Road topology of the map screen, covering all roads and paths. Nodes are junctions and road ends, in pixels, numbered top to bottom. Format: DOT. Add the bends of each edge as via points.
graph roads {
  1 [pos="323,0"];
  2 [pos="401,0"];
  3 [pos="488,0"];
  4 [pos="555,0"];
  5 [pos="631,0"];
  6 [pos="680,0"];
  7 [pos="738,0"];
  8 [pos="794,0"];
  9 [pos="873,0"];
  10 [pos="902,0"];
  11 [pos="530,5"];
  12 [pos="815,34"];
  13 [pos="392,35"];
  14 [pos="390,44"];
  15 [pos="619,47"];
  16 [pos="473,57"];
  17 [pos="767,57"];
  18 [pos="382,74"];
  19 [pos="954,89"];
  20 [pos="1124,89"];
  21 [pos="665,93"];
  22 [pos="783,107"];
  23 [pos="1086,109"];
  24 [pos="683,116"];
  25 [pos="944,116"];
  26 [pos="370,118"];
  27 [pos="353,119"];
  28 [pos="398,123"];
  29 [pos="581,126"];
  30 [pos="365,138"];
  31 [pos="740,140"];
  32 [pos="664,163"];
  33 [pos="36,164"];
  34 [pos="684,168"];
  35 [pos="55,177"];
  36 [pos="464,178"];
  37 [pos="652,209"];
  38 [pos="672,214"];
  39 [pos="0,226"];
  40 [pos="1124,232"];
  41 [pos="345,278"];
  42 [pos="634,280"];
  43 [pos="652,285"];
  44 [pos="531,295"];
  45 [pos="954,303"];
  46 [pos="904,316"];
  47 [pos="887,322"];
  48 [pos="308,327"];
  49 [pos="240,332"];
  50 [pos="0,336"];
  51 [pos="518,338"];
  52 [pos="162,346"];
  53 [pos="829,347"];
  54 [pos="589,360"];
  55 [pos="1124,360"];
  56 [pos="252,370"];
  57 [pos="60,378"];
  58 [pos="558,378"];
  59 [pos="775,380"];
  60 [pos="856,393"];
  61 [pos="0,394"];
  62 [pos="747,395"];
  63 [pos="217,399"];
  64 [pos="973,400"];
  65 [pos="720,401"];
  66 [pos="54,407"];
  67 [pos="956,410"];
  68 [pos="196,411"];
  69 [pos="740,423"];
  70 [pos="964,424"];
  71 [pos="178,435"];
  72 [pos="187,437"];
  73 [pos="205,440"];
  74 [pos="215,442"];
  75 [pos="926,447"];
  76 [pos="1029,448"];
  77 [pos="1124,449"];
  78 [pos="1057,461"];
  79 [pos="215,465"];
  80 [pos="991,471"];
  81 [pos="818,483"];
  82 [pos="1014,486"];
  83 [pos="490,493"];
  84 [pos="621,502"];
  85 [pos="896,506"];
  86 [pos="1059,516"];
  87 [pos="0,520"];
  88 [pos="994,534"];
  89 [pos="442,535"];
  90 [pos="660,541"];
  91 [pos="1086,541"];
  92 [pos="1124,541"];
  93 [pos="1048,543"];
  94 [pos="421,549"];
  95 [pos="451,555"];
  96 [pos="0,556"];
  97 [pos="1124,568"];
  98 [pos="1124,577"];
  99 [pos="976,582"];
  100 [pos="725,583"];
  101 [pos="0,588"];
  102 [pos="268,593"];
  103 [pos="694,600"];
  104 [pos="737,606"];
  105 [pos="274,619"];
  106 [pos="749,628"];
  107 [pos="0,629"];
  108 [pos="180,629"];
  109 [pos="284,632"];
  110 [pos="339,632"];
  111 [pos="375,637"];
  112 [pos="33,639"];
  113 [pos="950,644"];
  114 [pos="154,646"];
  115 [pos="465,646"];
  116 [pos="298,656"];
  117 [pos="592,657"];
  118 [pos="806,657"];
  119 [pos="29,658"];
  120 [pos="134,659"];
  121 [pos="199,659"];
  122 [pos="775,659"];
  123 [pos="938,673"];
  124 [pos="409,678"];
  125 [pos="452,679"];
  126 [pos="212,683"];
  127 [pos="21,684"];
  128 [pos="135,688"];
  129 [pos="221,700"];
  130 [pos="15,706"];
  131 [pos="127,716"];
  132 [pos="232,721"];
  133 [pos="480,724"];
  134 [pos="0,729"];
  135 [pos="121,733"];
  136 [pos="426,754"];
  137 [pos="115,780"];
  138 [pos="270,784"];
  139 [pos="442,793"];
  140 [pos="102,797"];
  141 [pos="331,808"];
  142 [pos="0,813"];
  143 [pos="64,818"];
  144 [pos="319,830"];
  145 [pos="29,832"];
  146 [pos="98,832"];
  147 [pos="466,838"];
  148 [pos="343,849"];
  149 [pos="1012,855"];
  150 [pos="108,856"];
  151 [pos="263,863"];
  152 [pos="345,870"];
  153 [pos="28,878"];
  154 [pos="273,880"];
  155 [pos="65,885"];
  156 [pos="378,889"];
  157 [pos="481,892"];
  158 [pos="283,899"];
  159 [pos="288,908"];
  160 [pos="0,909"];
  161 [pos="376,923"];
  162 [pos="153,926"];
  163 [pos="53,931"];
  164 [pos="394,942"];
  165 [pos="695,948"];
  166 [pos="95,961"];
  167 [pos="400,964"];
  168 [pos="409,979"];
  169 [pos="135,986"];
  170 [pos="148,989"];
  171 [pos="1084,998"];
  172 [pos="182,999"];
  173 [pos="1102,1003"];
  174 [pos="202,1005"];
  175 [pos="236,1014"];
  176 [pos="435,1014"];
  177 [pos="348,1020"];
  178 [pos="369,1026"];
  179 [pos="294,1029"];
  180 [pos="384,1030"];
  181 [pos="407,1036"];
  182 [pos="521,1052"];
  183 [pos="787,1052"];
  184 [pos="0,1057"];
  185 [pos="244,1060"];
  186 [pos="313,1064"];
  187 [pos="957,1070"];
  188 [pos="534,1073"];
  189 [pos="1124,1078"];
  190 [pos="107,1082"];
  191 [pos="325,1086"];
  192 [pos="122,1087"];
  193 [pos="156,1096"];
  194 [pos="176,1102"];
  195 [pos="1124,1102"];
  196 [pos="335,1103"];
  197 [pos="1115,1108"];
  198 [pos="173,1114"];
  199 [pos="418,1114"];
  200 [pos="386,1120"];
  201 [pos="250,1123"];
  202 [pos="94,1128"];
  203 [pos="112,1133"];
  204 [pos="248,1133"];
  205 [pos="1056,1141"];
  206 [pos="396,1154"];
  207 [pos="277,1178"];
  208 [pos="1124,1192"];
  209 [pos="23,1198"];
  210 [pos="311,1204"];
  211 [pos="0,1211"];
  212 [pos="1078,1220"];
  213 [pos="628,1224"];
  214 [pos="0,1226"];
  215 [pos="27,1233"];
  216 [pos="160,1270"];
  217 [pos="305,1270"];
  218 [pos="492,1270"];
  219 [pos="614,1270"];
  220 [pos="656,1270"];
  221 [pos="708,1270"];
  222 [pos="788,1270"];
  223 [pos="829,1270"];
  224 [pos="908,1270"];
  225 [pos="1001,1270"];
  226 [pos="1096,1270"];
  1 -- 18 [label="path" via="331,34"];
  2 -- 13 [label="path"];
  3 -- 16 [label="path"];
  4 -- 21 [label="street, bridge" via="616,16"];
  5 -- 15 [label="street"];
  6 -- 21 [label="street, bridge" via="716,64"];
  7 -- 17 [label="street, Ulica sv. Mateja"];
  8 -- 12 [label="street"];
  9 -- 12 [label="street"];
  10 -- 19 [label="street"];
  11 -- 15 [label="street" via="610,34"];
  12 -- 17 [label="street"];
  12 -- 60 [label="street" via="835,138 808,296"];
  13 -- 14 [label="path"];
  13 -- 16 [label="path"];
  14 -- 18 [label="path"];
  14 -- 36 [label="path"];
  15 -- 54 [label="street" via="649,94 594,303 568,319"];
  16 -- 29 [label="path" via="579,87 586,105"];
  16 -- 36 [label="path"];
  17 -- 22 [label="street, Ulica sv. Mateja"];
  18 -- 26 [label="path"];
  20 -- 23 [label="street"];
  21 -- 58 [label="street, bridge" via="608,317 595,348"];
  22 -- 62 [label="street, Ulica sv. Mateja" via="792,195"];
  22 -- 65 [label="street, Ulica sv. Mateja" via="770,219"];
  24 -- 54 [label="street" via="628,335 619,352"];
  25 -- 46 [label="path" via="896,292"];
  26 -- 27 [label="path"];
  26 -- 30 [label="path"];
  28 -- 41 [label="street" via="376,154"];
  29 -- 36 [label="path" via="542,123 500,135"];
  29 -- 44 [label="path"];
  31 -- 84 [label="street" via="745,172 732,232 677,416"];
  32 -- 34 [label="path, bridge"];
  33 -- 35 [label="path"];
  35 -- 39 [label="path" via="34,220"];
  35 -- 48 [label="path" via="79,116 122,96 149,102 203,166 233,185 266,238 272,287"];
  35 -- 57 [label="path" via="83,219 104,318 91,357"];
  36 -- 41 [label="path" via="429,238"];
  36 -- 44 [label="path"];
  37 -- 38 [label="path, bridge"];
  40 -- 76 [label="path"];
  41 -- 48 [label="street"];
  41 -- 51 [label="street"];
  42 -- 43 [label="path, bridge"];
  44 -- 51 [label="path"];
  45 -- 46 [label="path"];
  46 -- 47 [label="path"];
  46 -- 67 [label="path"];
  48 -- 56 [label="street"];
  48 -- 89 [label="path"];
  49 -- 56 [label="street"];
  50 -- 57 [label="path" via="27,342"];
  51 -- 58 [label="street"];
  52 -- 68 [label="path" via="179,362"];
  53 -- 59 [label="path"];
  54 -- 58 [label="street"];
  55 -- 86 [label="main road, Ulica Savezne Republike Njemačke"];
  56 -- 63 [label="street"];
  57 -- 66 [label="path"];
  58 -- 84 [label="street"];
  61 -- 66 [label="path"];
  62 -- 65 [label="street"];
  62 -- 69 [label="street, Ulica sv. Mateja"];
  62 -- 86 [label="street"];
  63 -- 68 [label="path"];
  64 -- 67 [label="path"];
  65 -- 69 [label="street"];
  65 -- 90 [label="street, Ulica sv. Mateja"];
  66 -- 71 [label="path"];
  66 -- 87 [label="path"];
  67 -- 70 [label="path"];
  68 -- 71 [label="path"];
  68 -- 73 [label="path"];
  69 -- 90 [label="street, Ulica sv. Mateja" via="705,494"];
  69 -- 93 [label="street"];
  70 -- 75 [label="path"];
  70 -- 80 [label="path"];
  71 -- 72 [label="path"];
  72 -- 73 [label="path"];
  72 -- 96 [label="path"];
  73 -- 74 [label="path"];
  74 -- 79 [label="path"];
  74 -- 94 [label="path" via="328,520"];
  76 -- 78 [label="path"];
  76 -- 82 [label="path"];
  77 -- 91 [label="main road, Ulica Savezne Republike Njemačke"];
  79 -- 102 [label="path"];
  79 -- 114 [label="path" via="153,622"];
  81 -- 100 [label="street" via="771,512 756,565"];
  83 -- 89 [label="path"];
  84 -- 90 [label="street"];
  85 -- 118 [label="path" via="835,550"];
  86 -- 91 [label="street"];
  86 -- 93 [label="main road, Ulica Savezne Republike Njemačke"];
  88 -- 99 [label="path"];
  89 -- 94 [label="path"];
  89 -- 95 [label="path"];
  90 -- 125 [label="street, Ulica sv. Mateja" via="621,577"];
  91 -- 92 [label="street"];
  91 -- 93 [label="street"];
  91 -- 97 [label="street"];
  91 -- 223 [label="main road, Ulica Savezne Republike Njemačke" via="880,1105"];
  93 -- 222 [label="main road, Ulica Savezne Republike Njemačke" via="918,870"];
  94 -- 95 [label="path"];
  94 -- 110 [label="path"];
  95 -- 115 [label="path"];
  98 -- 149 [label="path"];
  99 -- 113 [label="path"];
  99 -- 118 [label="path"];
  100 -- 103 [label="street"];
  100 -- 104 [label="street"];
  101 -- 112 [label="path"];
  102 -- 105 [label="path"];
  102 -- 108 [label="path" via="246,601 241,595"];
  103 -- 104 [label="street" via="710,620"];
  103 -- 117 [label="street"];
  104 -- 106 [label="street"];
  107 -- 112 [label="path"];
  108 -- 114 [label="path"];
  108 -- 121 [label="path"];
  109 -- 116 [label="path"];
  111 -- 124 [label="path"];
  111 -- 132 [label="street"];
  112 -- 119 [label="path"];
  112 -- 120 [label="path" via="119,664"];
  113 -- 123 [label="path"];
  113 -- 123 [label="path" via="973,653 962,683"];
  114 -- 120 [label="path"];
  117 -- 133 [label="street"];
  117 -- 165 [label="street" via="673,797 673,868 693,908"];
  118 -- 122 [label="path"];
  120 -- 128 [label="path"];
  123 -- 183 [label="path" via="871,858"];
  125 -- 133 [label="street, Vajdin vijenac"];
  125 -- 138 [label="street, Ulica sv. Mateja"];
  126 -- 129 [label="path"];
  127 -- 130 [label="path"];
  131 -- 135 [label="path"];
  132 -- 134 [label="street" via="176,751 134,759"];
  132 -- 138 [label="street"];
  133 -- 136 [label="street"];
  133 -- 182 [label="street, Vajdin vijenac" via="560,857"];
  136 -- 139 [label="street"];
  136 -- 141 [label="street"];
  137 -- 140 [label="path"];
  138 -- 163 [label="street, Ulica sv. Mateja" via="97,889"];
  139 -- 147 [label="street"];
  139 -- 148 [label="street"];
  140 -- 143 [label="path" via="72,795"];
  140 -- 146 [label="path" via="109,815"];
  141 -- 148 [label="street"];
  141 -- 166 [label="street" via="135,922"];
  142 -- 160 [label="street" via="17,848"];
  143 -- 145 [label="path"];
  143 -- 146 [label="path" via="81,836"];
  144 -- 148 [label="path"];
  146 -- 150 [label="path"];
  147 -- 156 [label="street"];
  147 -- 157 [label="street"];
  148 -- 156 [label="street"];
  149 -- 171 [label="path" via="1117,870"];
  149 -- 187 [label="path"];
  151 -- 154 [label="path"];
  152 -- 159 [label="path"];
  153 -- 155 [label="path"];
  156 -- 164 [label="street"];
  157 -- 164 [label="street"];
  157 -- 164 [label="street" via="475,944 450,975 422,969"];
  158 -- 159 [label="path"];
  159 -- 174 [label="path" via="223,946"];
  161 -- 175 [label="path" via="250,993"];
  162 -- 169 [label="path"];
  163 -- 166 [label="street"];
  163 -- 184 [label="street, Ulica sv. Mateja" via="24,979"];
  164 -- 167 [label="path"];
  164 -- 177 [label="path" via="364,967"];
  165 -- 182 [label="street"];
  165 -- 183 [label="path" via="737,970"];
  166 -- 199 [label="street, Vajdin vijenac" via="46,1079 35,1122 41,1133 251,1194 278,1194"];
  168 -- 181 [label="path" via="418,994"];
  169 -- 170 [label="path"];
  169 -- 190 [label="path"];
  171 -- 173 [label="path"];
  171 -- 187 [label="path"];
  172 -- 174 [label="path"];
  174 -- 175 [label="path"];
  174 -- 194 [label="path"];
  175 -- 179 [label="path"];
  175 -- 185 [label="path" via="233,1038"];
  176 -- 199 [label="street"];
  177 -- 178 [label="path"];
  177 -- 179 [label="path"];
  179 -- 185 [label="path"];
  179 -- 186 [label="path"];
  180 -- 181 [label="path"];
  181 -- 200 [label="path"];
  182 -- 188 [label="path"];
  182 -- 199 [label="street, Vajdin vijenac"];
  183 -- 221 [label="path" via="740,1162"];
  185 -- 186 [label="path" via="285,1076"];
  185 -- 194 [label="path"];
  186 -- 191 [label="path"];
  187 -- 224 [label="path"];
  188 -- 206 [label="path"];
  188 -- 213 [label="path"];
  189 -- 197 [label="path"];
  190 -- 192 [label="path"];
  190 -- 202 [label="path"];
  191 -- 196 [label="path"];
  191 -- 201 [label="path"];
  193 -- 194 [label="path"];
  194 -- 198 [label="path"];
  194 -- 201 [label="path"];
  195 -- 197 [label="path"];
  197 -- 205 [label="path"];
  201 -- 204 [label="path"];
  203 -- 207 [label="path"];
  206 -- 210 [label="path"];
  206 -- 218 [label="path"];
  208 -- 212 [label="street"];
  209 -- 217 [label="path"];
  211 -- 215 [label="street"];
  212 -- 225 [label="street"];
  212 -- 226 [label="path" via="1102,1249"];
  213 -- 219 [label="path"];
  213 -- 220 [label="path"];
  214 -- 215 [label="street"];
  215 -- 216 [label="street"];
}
********************
## Task to complete
Your answer should be one number: how many lines in the preceding listing hold "roads".

## Answer box
2